* Try it: Scan the records below. List lines holding "Borja".
____________________
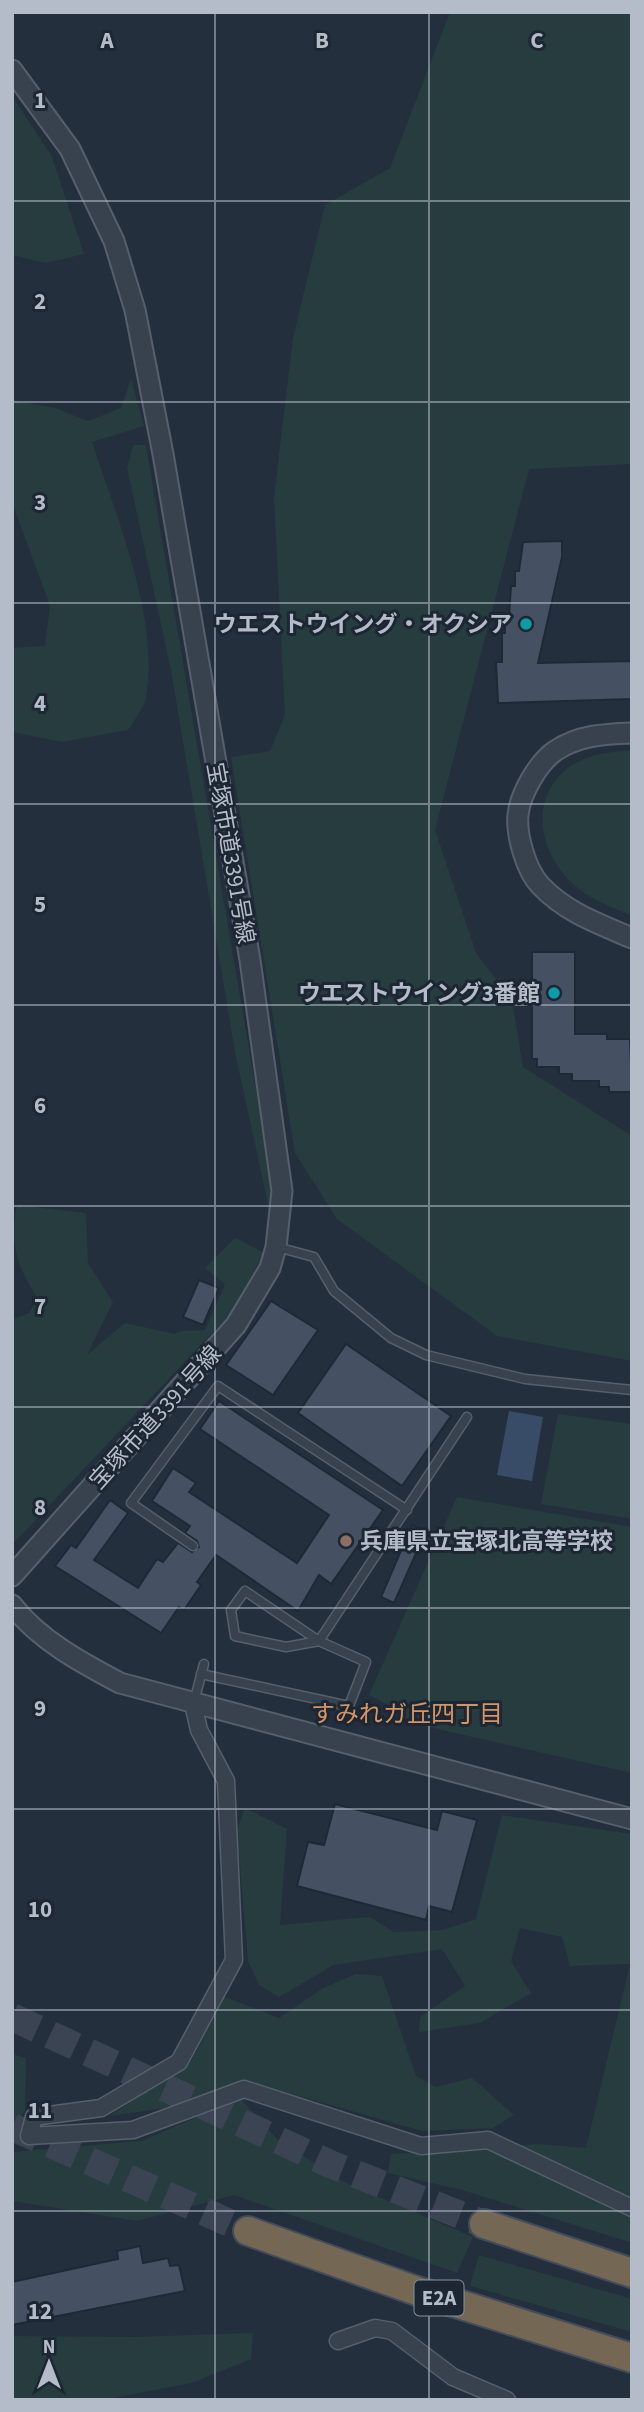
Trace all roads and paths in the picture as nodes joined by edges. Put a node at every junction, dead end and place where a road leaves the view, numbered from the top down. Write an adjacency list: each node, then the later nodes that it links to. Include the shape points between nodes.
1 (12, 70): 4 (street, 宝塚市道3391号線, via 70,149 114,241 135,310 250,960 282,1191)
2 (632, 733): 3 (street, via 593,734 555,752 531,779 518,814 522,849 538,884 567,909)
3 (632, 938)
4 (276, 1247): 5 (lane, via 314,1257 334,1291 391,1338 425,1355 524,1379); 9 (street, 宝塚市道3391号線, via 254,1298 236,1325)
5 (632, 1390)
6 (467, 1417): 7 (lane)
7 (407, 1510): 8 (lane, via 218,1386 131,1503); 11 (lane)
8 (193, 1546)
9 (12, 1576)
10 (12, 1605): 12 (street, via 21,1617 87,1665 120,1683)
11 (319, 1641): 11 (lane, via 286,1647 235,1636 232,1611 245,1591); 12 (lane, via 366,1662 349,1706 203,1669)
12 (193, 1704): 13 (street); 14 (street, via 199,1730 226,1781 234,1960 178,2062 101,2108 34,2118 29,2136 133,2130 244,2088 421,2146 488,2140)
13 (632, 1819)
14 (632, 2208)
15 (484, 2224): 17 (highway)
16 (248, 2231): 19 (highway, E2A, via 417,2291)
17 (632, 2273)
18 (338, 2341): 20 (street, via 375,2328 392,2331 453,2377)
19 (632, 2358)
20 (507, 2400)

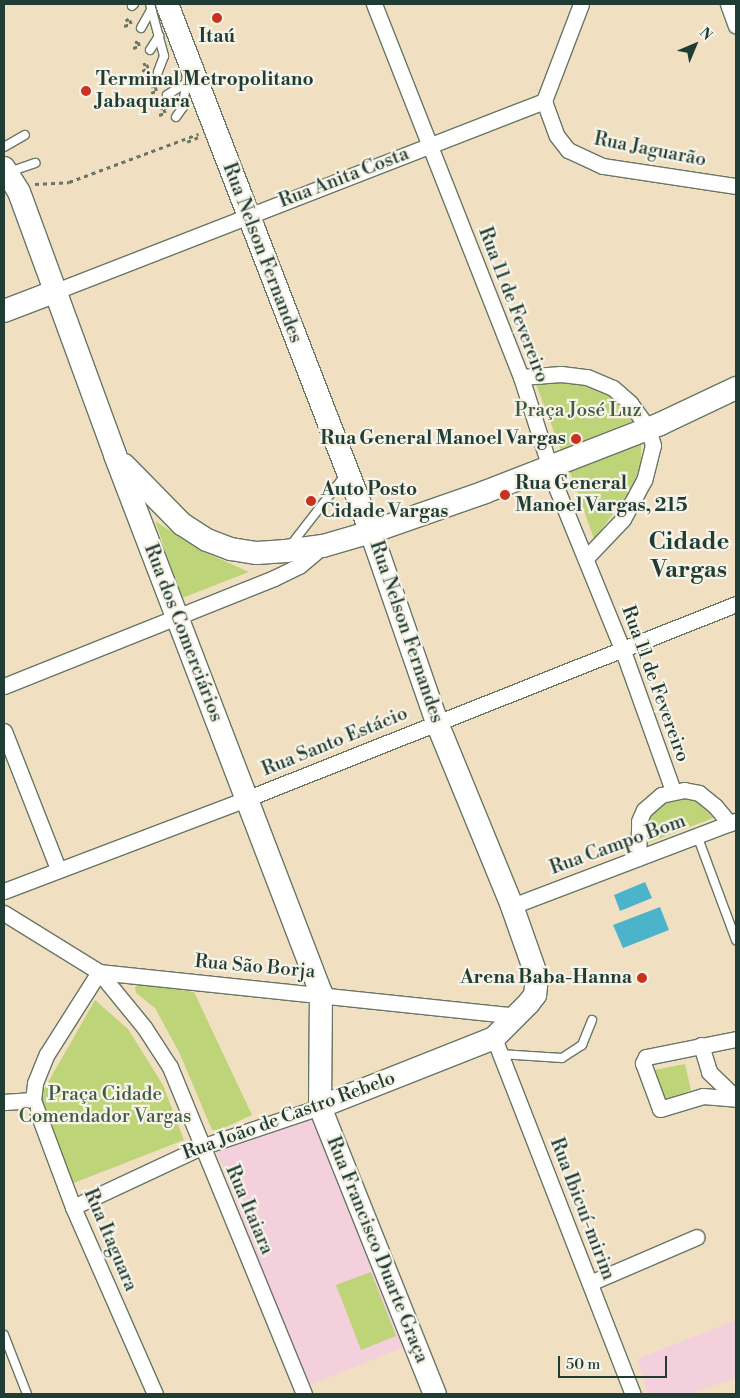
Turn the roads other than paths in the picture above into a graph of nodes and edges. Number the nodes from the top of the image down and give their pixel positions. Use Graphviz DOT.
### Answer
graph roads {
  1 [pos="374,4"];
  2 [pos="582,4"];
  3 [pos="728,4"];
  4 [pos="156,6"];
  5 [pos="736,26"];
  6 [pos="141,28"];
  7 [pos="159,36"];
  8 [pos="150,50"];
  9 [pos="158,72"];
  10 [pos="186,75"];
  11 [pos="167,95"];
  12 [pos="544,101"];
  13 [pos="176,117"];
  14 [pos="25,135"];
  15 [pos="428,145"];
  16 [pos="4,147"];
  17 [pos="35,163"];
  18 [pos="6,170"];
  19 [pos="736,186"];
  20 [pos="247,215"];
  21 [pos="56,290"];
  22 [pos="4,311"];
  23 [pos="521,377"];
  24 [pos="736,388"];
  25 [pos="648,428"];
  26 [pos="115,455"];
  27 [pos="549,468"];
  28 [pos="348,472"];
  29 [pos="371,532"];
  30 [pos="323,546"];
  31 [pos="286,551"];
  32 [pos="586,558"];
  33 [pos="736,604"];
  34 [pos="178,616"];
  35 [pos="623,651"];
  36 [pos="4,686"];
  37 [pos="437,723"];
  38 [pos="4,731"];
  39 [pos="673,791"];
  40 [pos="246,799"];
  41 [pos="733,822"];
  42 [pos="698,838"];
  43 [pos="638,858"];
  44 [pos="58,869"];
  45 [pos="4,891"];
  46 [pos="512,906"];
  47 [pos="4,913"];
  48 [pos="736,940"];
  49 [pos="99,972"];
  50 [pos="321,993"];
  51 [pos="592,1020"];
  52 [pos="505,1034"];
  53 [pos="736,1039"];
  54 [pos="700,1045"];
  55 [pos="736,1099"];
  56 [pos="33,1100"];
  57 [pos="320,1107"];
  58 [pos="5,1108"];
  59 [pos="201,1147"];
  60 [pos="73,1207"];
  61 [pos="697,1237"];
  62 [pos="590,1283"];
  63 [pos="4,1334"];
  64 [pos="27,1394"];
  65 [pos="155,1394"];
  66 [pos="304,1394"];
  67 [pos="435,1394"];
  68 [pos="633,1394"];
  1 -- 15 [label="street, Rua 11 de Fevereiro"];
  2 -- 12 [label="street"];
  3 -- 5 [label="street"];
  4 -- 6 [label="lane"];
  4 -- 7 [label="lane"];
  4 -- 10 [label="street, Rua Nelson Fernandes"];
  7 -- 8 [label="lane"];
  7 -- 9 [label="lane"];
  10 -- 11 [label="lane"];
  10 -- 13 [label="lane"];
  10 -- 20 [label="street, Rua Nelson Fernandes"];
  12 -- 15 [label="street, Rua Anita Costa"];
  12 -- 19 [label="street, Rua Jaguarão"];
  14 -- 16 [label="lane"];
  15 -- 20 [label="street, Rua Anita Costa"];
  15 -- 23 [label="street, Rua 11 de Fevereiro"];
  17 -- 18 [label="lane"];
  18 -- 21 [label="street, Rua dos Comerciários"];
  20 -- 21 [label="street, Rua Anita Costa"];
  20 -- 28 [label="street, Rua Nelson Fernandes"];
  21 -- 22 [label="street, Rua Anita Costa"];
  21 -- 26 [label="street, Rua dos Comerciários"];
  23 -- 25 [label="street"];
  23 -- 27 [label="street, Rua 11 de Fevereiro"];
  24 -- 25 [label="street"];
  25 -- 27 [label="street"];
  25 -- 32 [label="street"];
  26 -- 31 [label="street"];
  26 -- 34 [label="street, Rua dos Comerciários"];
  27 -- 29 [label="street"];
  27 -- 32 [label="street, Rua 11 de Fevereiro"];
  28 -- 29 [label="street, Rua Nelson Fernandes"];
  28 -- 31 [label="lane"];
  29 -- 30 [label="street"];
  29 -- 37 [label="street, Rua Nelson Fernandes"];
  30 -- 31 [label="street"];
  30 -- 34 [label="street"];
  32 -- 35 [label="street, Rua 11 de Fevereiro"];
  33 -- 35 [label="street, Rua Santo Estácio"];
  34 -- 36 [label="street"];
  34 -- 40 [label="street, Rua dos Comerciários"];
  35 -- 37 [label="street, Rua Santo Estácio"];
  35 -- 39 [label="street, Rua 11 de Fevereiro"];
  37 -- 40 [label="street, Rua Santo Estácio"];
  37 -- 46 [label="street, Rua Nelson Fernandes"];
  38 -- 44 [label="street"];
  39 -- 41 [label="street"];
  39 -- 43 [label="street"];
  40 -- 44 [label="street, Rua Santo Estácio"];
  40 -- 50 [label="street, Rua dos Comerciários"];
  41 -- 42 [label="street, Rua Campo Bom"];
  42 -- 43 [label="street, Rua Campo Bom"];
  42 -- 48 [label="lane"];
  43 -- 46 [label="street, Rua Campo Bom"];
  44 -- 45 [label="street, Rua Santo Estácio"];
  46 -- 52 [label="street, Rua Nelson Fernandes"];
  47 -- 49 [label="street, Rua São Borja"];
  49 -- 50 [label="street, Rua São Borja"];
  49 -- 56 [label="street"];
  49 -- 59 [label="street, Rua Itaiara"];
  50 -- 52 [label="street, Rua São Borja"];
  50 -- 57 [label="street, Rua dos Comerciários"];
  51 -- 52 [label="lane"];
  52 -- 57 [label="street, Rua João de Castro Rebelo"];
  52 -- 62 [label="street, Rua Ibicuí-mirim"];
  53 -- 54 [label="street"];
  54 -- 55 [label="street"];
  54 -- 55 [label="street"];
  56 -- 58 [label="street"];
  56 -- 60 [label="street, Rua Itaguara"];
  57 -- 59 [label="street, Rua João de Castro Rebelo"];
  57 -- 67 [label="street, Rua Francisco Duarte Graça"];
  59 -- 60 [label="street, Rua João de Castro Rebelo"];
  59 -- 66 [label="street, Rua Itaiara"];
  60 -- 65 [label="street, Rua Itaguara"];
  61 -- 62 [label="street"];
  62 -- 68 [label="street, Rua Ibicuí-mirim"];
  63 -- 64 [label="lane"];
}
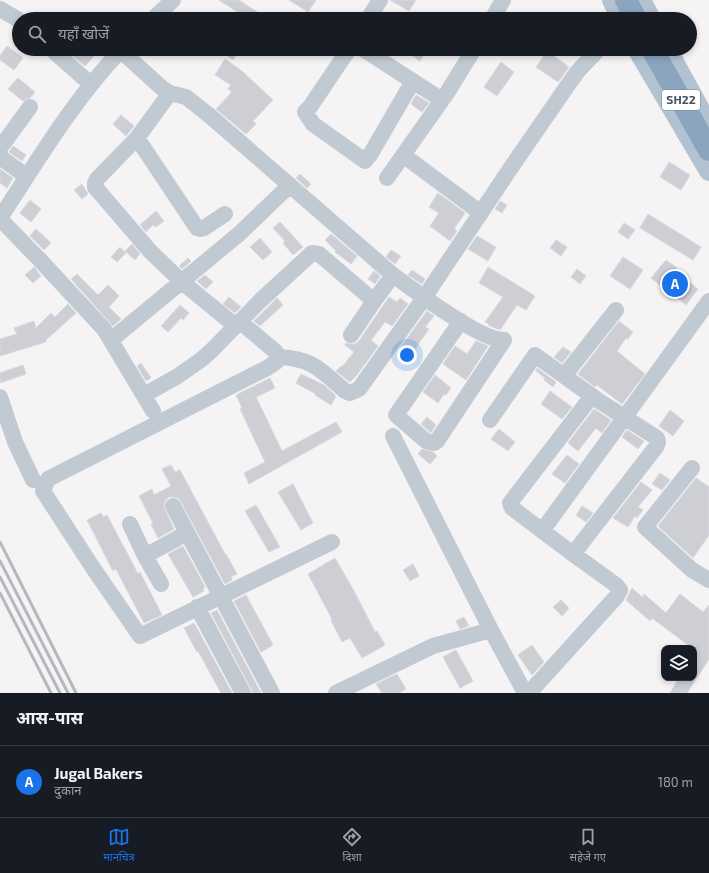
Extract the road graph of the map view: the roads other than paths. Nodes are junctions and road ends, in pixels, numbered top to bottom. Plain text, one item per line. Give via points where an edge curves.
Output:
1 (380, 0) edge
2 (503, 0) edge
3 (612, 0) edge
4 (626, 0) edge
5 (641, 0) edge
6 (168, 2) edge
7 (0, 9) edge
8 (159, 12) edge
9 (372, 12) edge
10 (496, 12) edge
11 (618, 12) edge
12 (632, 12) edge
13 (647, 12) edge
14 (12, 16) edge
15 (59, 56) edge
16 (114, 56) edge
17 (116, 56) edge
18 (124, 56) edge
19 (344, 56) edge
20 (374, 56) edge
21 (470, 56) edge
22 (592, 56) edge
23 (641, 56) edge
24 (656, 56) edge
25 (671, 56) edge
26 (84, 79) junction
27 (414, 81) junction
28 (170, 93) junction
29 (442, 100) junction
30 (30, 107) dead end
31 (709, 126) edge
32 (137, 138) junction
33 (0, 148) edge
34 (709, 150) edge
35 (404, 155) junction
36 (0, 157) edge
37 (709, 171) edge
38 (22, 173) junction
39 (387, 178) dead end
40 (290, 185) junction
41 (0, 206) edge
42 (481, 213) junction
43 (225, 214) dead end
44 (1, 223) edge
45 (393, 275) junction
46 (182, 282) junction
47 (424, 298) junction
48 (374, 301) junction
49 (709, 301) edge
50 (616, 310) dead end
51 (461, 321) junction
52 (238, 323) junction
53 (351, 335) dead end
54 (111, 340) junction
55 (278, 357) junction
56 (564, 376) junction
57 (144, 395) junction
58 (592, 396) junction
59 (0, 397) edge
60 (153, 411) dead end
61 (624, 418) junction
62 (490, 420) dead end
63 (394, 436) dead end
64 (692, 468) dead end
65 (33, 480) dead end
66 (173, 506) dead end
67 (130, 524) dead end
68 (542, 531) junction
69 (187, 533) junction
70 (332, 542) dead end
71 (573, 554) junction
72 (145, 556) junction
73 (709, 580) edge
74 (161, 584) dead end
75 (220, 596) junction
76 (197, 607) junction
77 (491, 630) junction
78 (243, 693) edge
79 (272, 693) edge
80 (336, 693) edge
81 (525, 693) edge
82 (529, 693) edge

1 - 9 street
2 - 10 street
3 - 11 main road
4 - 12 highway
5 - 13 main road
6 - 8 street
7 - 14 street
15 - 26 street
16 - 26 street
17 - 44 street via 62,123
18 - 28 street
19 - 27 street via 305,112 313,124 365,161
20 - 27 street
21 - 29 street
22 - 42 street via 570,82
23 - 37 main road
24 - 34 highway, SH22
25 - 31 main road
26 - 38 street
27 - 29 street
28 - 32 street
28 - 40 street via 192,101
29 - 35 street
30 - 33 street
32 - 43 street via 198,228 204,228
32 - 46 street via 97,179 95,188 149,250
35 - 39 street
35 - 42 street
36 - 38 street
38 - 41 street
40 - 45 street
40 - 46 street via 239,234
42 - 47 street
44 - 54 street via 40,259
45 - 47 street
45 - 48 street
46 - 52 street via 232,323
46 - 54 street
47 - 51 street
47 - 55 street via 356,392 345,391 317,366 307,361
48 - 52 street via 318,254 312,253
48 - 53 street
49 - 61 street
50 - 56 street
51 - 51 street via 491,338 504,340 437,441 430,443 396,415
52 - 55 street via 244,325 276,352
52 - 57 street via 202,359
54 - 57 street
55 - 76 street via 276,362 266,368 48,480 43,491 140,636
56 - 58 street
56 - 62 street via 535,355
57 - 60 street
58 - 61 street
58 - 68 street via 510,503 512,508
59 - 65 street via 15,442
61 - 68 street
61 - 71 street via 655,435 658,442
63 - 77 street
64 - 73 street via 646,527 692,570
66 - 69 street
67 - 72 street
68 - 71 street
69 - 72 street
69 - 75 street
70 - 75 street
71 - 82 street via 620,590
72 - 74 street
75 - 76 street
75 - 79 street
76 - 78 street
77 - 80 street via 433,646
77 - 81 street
____________________
* Written reply:
  47 -- 49 [label="street, Rua São Borja"];
  49 -- 50 [label="street, Rua São Borja"];
  50 -- 52 [label="street, Rua São Borja"];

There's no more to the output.